──────── Study material

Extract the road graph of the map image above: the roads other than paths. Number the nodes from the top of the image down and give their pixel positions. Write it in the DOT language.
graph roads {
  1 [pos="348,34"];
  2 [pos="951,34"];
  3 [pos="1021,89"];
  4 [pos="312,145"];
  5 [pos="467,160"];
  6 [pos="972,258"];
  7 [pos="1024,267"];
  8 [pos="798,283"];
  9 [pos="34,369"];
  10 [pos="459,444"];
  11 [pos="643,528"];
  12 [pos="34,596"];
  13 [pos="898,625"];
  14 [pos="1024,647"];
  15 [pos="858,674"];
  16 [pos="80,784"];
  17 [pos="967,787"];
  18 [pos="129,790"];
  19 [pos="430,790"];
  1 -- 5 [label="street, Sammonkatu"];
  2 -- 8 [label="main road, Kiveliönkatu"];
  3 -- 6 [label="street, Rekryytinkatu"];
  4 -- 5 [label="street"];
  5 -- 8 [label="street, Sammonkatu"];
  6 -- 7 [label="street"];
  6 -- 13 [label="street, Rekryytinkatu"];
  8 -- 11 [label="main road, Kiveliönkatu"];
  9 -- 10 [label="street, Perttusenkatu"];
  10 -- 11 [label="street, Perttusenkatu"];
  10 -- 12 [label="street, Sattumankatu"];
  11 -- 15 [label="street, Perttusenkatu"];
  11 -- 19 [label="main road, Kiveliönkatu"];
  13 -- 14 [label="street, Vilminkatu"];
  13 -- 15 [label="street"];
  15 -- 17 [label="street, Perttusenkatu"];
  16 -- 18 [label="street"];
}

────────────────

Some lines of the data above may hold the word "main"; state how many do, and give only that number.

3